KEYLECTURE | ‘Fangrrrling Feminism: Letting go of some hang-ups’, by Lucy Robinson

Abstract

In 2013 The Fales Library in New York published a selection of its holdings from The Riot Grrrl collection.  The archive maps, and also reproduces, the shape and scope of the scene. The collection is catalogued according to the individual donors, who were also the  key players in the Riot Grrrl scene. But, the zines, notebooks, photographs, videos and ephemera donated trace the complex international, public and private networks of an explicitly political subculture.  There has been a recent growth in work on Riot Grrrl.  New zines, new bands and new academic research looks back to the Riot Grrrl feminism of the Nineties to make sense of the present and change the future.  As the collections’ Senior Archivist and founder, Lisa Darms explained, “The Riot Grrrl Collection is about the future”. I’m interested in where this interest comes from, and what work this subcultural past ‘does’ for us.  What are we expecting Riot Grrrl to do for us in the here and now?

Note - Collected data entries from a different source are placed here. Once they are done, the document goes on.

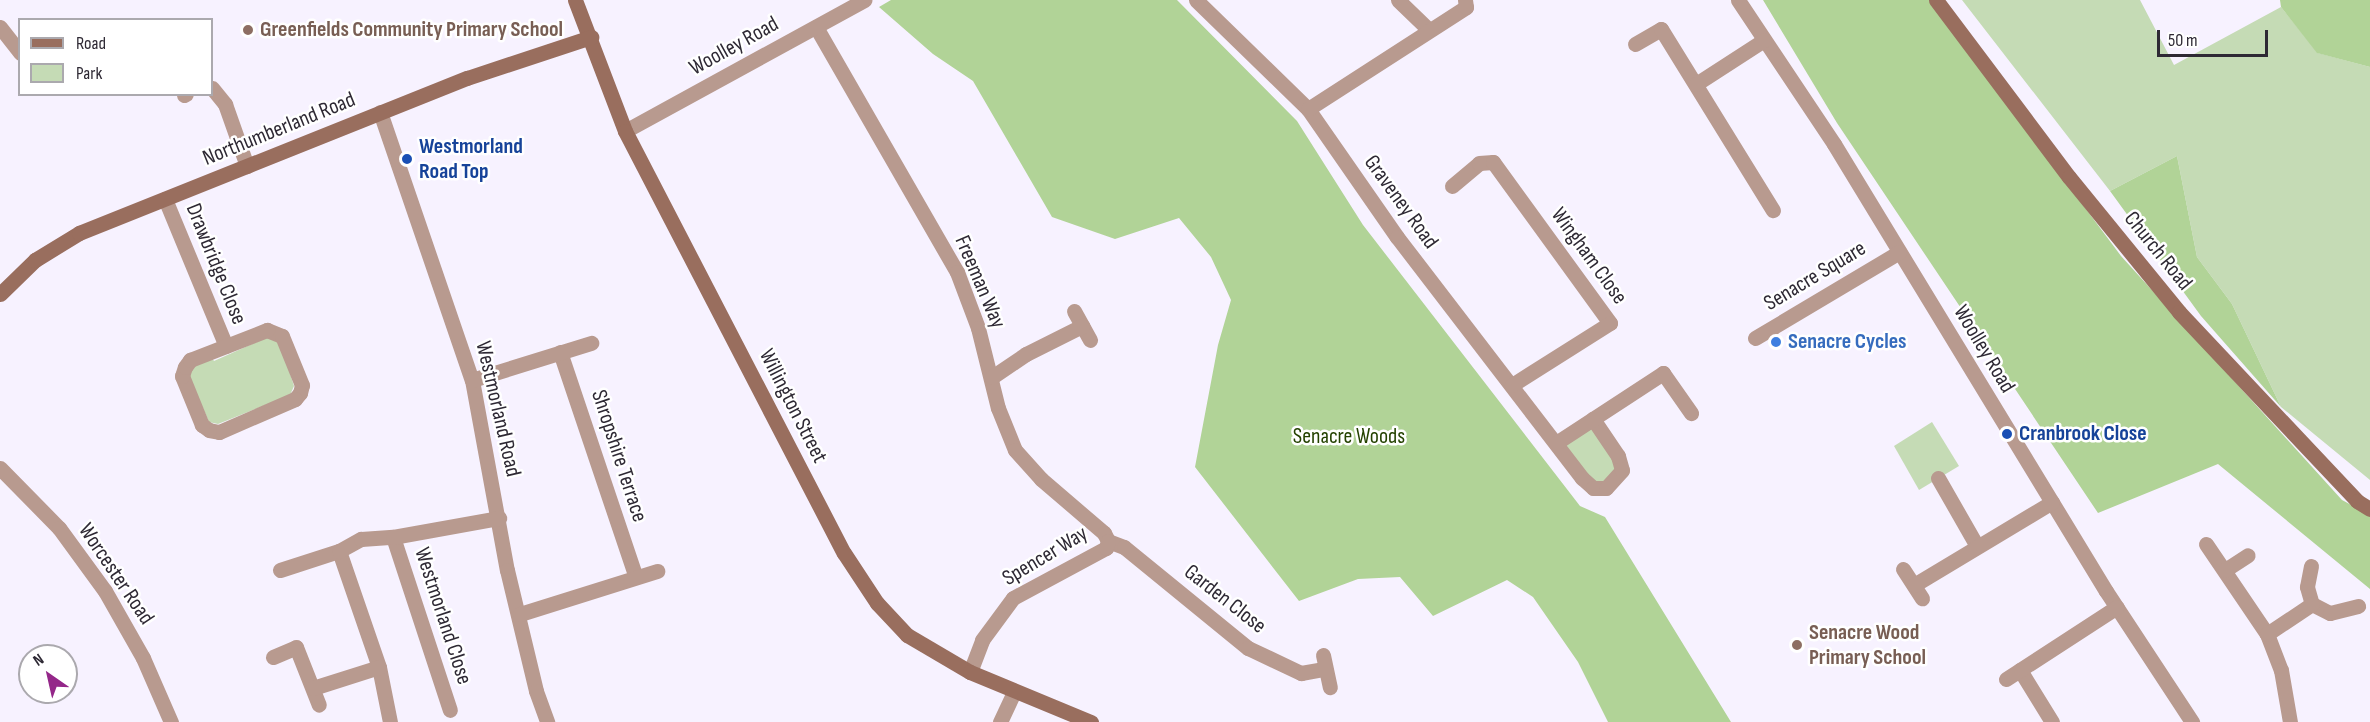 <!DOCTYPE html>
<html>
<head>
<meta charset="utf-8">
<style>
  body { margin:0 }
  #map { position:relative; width:2370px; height:722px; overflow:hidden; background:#f7f2ff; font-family:"Sofia Sans Condensed",sans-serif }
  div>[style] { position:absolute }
  .green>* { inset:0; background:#c5dbb5 }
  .forest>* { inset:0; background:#b1d397 }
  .street>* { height:15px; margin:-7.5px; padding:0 7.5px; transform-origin:7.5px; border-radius:7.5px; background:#b89a8f }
  .secondary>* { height:15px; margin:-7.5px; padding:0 7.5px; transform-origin:7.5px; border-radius:7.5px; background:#996e5e }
  .dots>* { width:16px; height:16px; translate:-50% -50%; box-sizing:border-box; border:3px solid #fff; border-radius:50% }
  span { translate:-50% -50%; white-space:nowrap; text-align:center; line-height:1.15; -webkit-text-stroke:5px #fff; paint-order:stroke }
  .education-label { font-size:22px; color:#785e54; font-weight:700 }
  .left { translate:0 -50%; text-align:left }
  .street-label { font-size:22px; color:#2e2934 }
  .transit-label { font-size:22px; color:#164399; font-weight:700 }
  .shop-label { font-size:22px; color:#366cbe; font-weight:700 }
  .park-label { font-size:22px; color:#244200 }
  .legend { position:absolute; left:18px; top:18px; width:195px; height:78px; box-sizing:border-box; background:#fff; border:2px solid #aba9ae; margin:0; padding:8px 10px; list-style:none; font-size:18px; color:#2e2934 }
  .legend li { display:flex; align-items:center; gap:12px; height:30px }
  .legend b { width:30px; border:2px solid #aba9ae }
  .north { position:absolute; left:18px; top:644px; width:60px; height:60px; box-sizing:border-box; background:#fff; border:2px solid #aba9ae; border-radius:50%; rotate:326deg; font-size:16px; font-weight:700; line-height:24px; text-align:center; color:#2e2934 }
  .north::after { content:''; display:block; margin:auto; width:21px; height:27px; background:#942789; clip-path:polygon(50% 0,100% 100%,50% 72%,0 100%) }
  .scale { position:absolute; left:2157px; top:30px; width:111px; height:27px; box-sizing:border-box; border:3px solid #2e2934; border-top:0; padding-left:8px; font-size:18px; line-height:21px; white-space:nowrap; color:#2e2934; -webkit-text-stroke:4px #fff; paint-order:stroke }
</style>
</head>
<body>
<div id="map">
  <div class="green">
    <div style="clip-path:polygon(1962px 0,2140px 0,2174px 65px,2281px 7px,2318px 53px,2370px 67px,2370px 480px,2281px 407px,2232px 304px,2197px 257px,2177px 156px,2110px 191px)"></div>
    <div style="clip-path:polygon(268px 337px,277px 341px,288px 367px,294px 386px,290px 395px,218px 424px,209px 422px,189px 376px,193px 366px,212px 358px,214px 361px)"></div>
    <div style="clip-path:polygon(1593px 419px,1622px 470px,1593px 488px,1556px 443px)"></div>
    <div style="clip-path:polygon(1932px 422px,1959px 466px,1919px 490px,1894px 446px)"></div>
  </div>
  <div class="forest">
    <div style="clip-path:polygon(891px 0,1177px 0,1297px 121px,1363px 225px,1580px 506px,1605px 517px,1731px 722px,1608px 722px,1578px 662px,1533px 597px,1507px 580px,1433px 616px,1400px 577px,1358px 579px,1299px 601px,1195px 467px,1218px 345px,1231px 300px,1211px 257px,1179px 218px,1115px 239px,1052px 217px,973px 81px,933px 54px,879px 7px)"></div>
    <div style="clip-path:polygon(1763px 0,1930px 0,2121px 256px,2342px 500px,2370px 515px,2370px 589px,2218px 464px,2098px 513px,1837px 123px)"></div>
    <div style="clip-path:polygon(2280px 0,2370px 0,2370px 67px,2317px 53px,2281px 7px)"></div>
    <div style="clip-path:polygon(2177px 156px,2197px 257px,2232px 304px,2281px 407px,2201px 316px,2110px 191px)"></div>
  </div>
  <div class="street">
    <div style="left:1196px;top:0;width:156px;rotate:44.2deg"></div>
    <div style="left:1308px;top:109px;width:156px;rotate:55.2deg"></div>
    <div style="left:1397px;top:237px;width:304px;rotate:52.5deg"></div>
    <div style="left:1582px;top:478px;width:15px;rotate:42deg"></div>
    <div style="left:1593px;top:488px;width:13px"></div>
    <div style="left:1606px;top:488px;width:24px;rotate:-48deg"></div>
    <div style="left:1622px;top:470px;width:15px;rotate:-106deg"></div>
    <div style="left:1618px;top:456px;width:45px;rotate:-124deg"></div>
    <div style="left:1398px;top:0;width:43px;rotate:44.1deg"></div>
    <div style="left:1738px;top:0;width:173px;rotate:56.3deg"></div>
    <div style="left:1834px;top:144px;width:523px;rotate:58.68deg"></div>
    <div style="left:2106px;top:591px;width:157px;rotate:56.7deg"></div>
    <div style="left:0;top:27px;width:33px;rotate:52deg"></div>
    <div style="left:816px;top:27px;width:283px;rotate:60.1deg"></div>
    <div style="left:957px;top:272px;width:60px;rotate:69.4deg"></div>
    <div style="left:978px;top:328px;width:82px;rotate:76deg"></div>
    <div style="left:998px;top:408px;width:45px;rotate:68deg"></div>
    <div style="left:1015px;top:450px;width:39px;rotate:48deg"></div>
    <div style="left:1041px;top:479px;width:83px;rotate:40.6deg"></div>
    <div style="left:1104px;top:533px;width:9px;rotate:63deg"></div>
    <div style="left:1635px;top:44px;width:30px;rotate:-30deg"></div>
    <div style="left:1661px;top:29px;width:213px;rotate:58.3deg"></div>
    <div style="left:1696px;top:84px;width:81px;rotate:-32.9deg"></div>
    <div style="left:212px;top:88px;width:21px;rotate:51deg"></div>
    <div style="left:225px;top:104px;width:66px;rotate:70.5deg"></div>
    <div style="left:184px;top:95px;width:2px;rotate:-27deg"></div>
    <div style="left:1308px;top:109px;width:188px;rotate:-32.8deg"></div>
    <div style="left:1466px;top:7px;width:7px;rotate:-98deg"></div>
    <div style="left:380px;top:112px;width:283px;rotate:71.1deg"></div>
    <div style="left:472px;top:380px;width:193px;rotate:79.6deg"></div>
    <div style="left:507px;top:570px;width:124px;rotate:76.5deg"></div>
    <div style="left:536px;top:691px;width:33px;rotate:70deg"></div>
    <div style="left:625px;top:131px;width:273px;rotate:-28.7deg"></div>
    <div style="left:1452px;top:186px;width:35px;rotate:-40deg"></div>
    <div style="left:1479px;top:163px;width:14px;rotate:-4deg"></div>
    <div style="left:1493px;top:162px;width:199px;rotate:54deg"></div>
    <div style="left:1610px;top:323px;width:116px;rotate:147.7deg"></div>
    <div style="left:165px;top:199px;width:159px;rotate:67.5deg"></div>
    <div style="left:1074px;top:311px;width:33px;rotate:61deg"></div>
    <div style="left:267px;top:330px;width:16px;rotate:22deg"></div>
    <div style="left:282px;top:336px;width:53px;rotate:67.8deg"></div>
    <div style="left:302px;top:385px;width:8px;rotate:104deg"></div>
    <div style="left:300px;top:393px;width:8px;rotate:130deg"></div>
    <div style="left:295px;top:399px;width:83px;rotate:156.5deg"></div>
    <div style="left:219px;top:432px;width:10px;rotate:-169deg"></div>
    <div style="left:209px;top:430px;width:9px;rotate:-144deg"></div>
    <div style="left:202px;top:425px;width:53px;rotate:-112.2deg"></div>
    <div style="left:182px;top:376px;width:9px;rotate:-72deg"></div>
    <div style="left:185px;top:367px;width:9px;rotate:-54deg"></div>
    <div style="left:190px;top:360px;width:83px;rotate:-21.3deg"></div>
    <div style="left:1755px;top:338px;width:168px;rotate:-30.8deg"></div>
    <div style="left:560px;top:352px;width:235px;rotate:71.4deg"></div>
    <div style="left:992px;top:377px;width:41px;rotate:-34.1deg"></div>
    <div style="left:1026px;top:354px;width:63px;rotate:-26.6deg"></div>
    <div style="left:472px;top:380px;width:125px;rotate:-17.3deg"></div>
    <div style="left:1556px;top:443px;width:128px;rotate:-33.2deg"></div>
    <div style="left:1663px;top:373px;width:49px;rotate:55deg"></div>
    <div style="left:0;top:468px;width:84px;rotate:45.5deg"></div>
    <div style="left:59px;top:528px;width:78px;rotate:53.9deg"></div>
    <div style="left:105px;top:591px;width:77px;rotate:60.4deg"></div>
    <div style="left:143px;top:658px;width:70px;rotate:66.4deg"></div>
    <div style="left:1938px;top:478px;width:78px;rotate:60.2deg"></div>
    <div style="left:393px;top:537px;width:182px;rotate:71.8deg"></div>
    <div style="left:1108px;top:541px;width:17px;rotate:21deg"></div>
    <div style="left:1124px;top:547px;width:160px;rotate:39.2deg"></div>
    <div style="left:1248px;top:648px;width:59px;rotate:25.3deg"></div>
    <div style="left:1301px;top:673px;width:22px;rotate:-10deg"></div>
    <div style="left:2206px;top:544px;width:109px;rotate:55.9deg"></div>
    <div style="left:2267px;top:634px;width:39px;rotate:69deg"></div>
    <div style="left:2281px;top:670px;width:53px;rotate:80.2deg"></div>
    <div style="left:339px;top:551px;width:123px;rotate:71deg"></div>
    <div style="left:379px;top:667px;width:56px;rotate:78.7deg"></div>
    <div style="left:2311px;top:566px;width:21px;rotate:101deg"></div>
    <div style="left:2307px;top:587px;width:18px;rotate:74deg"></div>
    <div style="left:2312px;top:604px;width:20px;rotate:27deg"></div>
    <div style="left:2330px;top:613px;width:29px;rotate:-14deg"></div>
    <div style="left:1903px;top:569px;width:35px;rotate:57deg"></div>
    <div style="left:280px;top:570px;width:62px;rotate:-17.9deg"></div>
    <div style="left:339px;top:551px;width:25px;rotate:-29deg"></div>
    <div style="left:361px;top:539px;width:32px;rotate:-4deg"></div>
    <div style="left:393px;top:537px;width:108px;rotate:-10.2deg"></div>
    <div style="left:2225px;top:570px;width:27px;rotate:-33deg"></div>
    <div style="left:1914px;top:585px;width:161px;rotate:-31deg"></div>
    <div style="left:520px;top:614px;width:144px;rotate:-17.4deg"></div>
    <div style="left:2267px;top:634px;width:54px;rotate:-33.7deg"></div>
    <div style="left:1323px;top:655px;width:33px;rotate:78deg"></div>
    <div style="left:273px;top:657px;width:25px;rotate:-23deg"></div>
    <div style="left:296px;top:647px;width:62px;rotate:68.4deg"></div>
    <div style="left:2020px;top:670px;width:61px;rotate:58.4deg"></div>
    <div style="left:970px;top:672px;width:34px;rotate:-69deg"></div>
    <div style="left:982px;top:640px;width:52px;rotate:-53.6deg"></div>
    <div style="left:1013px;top:598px;width:106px;rotate:-28.3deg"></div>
    <div style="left:1106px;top:548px;width:7px;rotate:-74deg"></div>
    <div style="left:2006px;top:679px;width:132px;rotate:-33deg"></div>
    <div style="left:313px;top:688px;width:69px;rotate:-17.7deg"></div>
    <div style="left:1000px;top:722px;width:33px;rotate:-65deg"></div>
  </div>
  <div class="secondary">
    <div style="left:575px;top:0;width:140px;rotate:69.1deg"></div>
    <div style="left:625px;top:131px;width:475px;rotate:62.6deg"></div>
    <div style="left:844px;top:553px;width:60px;rotate:56.6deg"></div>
    <div style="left:877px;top:603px;width:44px;rotate:46.8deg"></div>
    <div style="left:907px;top:635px;width:73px;rotate:30.4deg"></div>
    <div style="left:970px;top:672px;width:131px;rotate:22.5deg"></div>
    <div style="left:1936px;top:0;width:221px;rotate:53.1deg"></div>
    <div style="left:2069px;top:177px;width:174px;rotate:50.8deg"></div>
    <div style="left:2179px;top:312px;width:260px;rotate:46.7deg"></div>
    <div style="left:2357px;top:501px;width:15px;rotate:32deg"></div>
    <div style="left:0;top:294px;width:49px;rotate:-44.2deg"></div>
    <div style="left:35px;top:260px;width:52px;rotate:-31.5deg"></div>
    <div style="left:79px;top:233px;width:418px;rotate:-21.8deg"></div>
    <div style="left:467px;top:78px;width:131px;rotate:-18.3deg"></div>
  </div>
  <div class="dots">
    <div style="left:248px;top:30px;background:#8d6e63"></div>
    <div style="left:407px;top:159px;background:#1a4fb4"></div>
    <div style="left:1776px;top:342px;background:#3f7fe0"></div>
    <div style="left:2007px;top:434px;background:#1a4fb4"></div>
    <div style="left:1797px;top:645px;background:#8d6e63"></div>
  </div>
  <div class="education-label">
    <span class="left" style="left:260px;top:30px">Greenfields Community Primary School</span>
    <span class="left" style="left:1809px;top:645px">Senacre Wood<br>Primary School</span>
  </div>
  <div class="street-label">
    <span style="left:734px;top:46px;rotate:-29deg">Woolley Road</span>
    <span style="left:279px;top:129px;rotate:-22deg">Northumberland Road</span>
    <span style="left:1401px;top:202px;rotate:54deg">Graveney Road</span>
    <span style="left:2158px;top:251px;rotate:51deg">Church Road</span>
    <span style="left:1589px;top:256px;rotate:54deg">Wingham Close</span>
    <span style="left:216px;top:264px;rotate:68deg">Drawbridge Close</span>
    <span style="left:1815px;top:276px;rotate:-31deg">Senacre Square</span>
    <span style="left:980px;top:282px;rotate:67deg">Freeman Way</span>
    <span style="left:1984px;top:349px;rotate:59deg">Woolley Road</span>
    <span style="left:793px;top:406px;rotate:63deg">Willington Street</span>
    <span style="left:498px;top:409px;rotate:77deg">Westmorland Road</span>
    <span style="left:619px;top:456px;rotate:72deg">Shropshire Terrace</span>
    <span style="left:1045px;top:556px;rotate:-31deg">Spencer Way</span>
    <span style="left:116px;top:574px;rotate:56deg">Worcester Road</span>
    <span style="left:1225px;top:599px;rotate:38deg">Garden Close</span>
    <span style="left:443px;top:616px;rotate:72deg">Westmorland Close</span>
  </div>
  <div class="transit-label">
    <span class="left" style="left:419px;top:159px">Westmorland<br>Road Top</span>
    <span class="left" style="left:2019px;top:434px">Cranbrook Close</span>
  </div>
  <div class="shop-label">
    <span class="left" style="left:1788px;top:342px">Senacre Cycles</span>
  </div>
  <div class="park-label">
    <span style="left:1349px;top:437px">Senacre Woods</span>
  </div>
  <ul class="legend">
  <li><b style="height:8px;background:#996e5e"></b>Road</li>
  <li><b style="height:16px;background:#c5dbb5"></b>Park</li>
  </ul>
  <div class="north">N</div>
  <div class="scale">50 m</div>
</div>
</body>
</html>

Riot Grrrl famously ‘put girls to the front’ and challenged the idea that audiences were ‘the opposite of the band’.  It also raised significant questions about the possibilities of resisting dominant structures from a subcultural position; be they the patriarchal objectification of women, commercial incorporation by the mainstream, or the limits of sustaining grass roots activism on a day to day level.

In this paper I want to use my own engagement with Riot Grrrl and research in the Riot Grrrl archive to  learn some lessons, and on the way challenge some of the artificial divisions we make in subcultural work.  I want to pick up some of the lessons from fan-studies.  I want to see what happens when we take girls, and fan girls seriously.  If we recognise that fandom, like subcultural affiliation, is an active process of production and identify formation, maybe we can let go of some hang ups about production, about authenticity and about cool guitar boys.  After all fans and scenesters are excellent researchers.  And we as researchers often present our personal fandom as academic research.

Keywords: riot grrrl, feminism, fandom, methodology, girls.